FAQ - Domande frequenti

Chi può partecipare a questo avviso di mobilità?

Possono presentare domanda esclusivamente i dipendenti a tempo indeterminato delle pubbliche amministrazioni indicate nell'art. 1, comma 2, del D.Lgs. 165/2001, inquadrati in una categoria equivalente all'Area dei Funzionari e dell'Elevata Qualificazione (corrispondente alla ex categoria D del comparto Funzioni Locali) e con un profilo professionale analogo a quello di esperto giuridico. È necessario aver superato il periodo di prova e disporre del nulla osta dell'ente di appartenenza.

Qual è la differenza tra mobilità volontaria e concorso pubblico?

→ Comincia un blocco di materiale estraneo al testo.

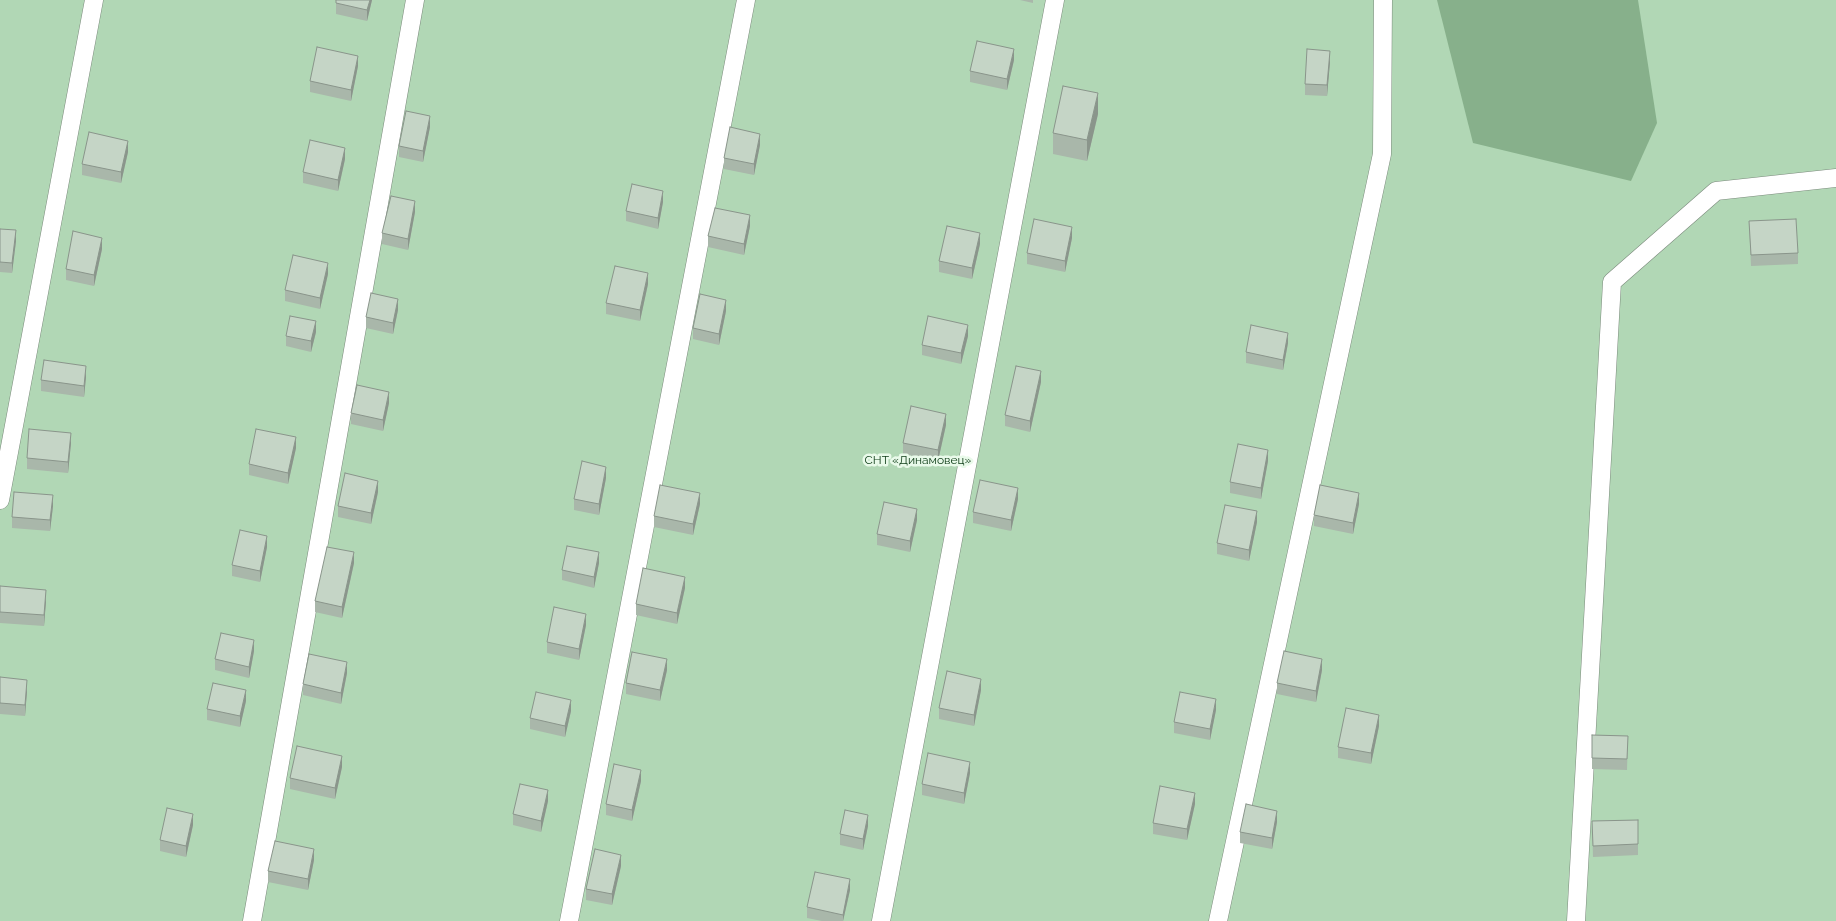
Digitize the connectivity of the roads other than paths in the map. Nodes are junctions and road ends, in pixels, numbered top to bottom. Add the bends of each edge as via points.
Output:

La mobilità volontaria ex art. 30 del D.Lgs. 165/2001 è una procedura riservata ai dipendenti pubblici già di ruolo che desiderano passare a un'altra amministrazione, mantenendo la condizione di dipendenti a tempo indeterminato. Non comporta una nuova assunzione ma un trasferimento tra enti, con conservazione dell'anzianità di servizio. Il concorso pubblico, invece, è aperto a tutti i cittadini in possesso dei requisiti e si conclude con un'assunzione ex novo.

Entro quando bisogna presentare la domanda?

Il termine ultimo per la presentazione delle domande è fissato alle ore 21:59 del 9 luglio 2026. Le domande presentate oltre tale termine non saranno prese in considerazione. Si consiglia di non attendere l'ultimo giorno, soprattutto in caso di invio tramite PEC, per evitare problemi tecnici dell'ultima ora.

Dove si svolgerà l'attività lavorativa?

La Camera di Commercio dell'Emilia opera sulle tre province di Parma, Piacenza e Reggio Emilia, con sedi dislocate sul territorio. La sede effettiva di assegnazione sarà comunicata dall'amministrazione in base alle esigenze organizzative, fermo restando che il candidato potrebbe essere chiamato a operare su più sedi o a effettuare trasferte tra le diverse strutture camerali.

Cosa succede se l'amministrazione di appartenenza nega il nulla osta?

Il nulla osta dell'ente di provenienza è generalmente un requisito necessario per il perfezionamento della mobilità. Tuttavia, la normativa e la giurisprudenza più recente hanno progressivamente ridotto il potere discrezionale degli enti di provenienza di negare il trasferimento, soprattutto quando ricorrono determinate condizioni. È fondamentale verificare preventivamente la posizione della propria amministrazione e leggere con attenzione quanto previsto dall'avviso in merito alla tempistica e alle modalità di acquisizione del consenso.

Quali competenze giuridiche sono più rilevanti per il ruolo?

Per un esperto giuridico in ambito camerale risultano centrali le competenze in diritto amministrativo (procedimento, accesso agli atti, anticorruzione e trasparenza), diritto commerciale e societario (data la gestione del Registro delle Imprese), diritto del lavoro pubblico, normativa sui contratti pubblici e sulla mediazione/conciliazione. Costituisce un plus la conoscenza specifica dell'ordinamento delle Camere di Commercio, disciplinato dalla legge 580/1993 e successive modificazioni, in particolare la riforma operata dal D.Lgs. 219/2016.